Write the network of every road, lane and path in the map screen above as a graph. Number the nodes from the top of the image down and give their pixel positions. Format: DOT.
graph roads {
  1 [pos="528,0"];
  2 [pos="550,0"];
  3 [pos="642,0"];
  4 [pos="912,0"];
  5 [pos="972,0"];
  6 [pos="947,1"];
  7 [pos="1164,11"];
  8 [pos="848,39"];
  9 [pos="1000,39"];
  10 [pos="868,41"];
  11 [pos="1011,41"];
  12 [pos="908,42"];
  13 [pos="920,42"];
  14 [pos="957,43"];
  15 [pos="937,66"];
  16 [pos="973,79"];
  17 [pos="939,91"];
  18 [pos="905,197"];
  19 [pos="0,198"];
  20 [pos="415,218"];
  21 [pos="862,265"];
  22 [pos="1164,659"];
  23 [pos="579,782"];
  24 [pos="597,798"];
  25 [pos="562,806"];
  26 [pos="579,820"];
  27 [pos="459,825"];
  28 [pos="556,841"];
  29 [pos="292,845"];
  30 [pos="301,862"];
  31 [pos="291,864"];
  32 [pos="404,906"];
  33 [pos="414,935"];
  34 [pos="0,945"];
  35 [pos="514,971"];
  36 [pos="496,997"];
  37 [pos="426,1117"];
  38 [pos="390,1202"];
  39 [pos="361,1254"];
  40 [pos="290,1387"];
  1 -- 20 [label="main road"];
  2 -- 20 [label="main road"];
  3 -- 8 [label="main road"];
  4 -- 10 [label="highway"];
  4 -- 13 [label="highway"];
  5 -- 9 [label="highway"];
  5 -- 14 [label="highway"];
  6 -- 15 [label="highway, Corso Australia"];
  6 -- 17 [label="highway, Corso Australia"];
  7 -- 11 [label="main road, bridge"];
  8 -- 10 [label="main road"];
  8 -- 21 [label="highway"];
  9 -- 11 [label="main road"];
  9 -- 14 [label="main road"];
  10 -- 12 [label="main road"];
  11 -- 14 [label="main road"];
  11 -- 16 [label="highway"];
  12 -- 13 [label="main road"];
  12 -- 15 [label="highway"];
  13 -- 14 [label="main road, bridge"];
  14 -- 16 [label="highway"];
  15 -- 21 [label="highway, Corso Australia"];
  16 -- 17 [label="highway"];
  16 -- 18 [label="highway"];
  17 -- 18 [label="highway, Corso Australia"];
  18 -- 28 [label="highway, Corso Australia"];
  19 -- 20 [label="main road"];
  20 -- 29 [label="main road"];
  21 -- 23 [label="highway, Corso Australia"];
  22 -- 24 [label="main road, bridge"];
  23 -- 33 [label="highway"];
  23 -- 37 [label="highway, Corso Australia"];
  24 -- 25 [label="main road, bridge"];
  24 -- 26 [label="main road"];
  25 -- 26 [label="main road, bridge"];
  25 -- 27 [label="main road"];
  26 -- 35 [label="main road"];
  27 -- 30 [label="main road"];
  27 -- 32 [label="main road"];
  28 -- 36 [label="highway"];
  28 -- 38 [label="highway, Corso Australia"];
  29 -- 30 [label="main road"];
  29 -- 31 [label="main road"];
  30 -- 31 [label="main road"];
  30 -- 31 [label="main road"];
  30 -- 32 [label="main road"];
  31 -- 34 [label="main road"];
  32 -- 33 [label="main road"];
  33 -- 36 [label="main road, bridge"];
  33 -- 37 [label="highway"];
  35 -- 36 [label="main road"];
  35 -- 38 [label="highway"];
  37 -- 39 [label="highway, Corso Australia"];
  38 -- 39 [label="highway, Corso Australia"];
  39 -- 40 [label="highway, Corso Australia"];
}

◆ **About this task**: Could you output each line above exactly as it was given?

◆ **Finished exercise**:
Write the network of every road, lane and path in the map screen above as a graph. Number the nodes from the top of the image down and give their pixel positions. Format: DOT.
graph roads {
  1 [pos="528,0"];
  2 [pos="550,0"];
  3 [pos="642,0"];
  4 [pos="912,0"];
  5 [pos="972,0"];
  6 [pos="947,1"];
  7 [pos="1164,11"];
  8 [pos="848,39"];
  9 [pos="1000,39"];
  10 [pos="868,41"];
  11 [pos="1011,41"];
  12 [pos="908,42"];
  13 [pos="920,42"];
  14 [pos="957,43"];
  15 [pos="937,66"];
  16 [pos="973,79"];
  17 [pos="939,91"];
  18 [pos="905,197"];
  19 [pos="0,198"];
  20 [pos="415,218"];
  21 [pos="862,265"];
  22 [pos="1164,659"];
  23 [pos="579,782"];
  24 [pos="597,798"];
  25 [pos="562,806"];
  26 [pos="579,820"];
  27 [pos="459,825"];
  28 [pos="556,841"];
  29 [pos="292,845"];
  30 [pos="301,862"];
  31 [pos="291,864"];
  32 [pos="404,906"];
  33 [pos="414,935"];
  34 [pos="0,945"];
  35 [pos="514,971"];
  36 [pos="496,997"];
  37 [pos="426,1117"];
  38 [pos="390,1202"];
  39 [pos="361,1254"];
  40 [pos="290,1387"];
  1 -- 20 [label="main road"];
  2 -- 20 [label="main road"];
  3 -- 8 [label="main road"];
  4 -- 10 [label="highway"];
  4 -- 13 [label="highway"];
  5 -- 9 [label="highway"];
  5 -- 14 [label="highway"];
  6 -- 15 [label="highway, Corso Australia"];
  6 -- 17 [label="highway, Corso Australia"];
  7 -- 11 [label="main road, bridge"];
  8 -- 10 [label="main road"];
  8 -- 21 [label="highway"];
  9 -- 11 [label="main road"];
  9 -- 14 [label="main road"];
  10 -- 12 [label="main road"];
  11 -- 14 [label="main road"];
  11 -- 16 [label="highway"];
  12 -- 13 [label="main road"];
  12 -- 15 [label="highway"];
  13 -- 14 [label="main road, bridge"];
  14 -- 16 [label="highway"];
  15 -- 21 [label="highway, Corso Australia"];
  16 -- 17 [label="highway"];
  16 -- 18 [label="highway"];
  17 -- 18 [label="highway, Corso Australia"];
  18 -- 28 [label="highway, Corso Australia"];
  19 -- 20 [label="main road"];
  20 -- 29 [label="main road"];
  21 -- 23 [label="highway, Corso Australia"];
  22 -- 24 [label="main road, bridge"];
  23 -- 33 [label="highway"];
  23 -- 37 [label="highway, Corso Australia"];
  24 -- 25 [label="main road, bridge"];
  24 -- 26 [label="main road"];
  25 -- 26 [label="main road, bridge"];
  25 -- 27 [label="main road"];
  26 -- 35 [label="main road"];
  27 -- 30 [label="main road"];
  27 -- 32 [label="main road"];
  28 -- 36 [label="highway"];
  28 -- 38 [label="highway, Corso Australia"];
  29 -- 30 [label="main road"];
  29 -- 31 [label="main road"];
  30 -- 31 [label="main road"];
  30 -- 31 [label="main road"];
  30 -- 32 [label="main road"];
  31 -- 34 [label="main road"];
  32 -- 33 [label="main road"];
  33 -- 36 [label="main road, bridge"];
  33 -- 37 [label="highway"];
  35 -- 36 [label="main road"];
  35 -- 38 [label="highway"];
  37 -- 39 [label="highway, Corso Australia"];
  38 -- 39 [label="highway, Corso Australia"];
  39 -- 40 [label="highway, Corso Australia"];
}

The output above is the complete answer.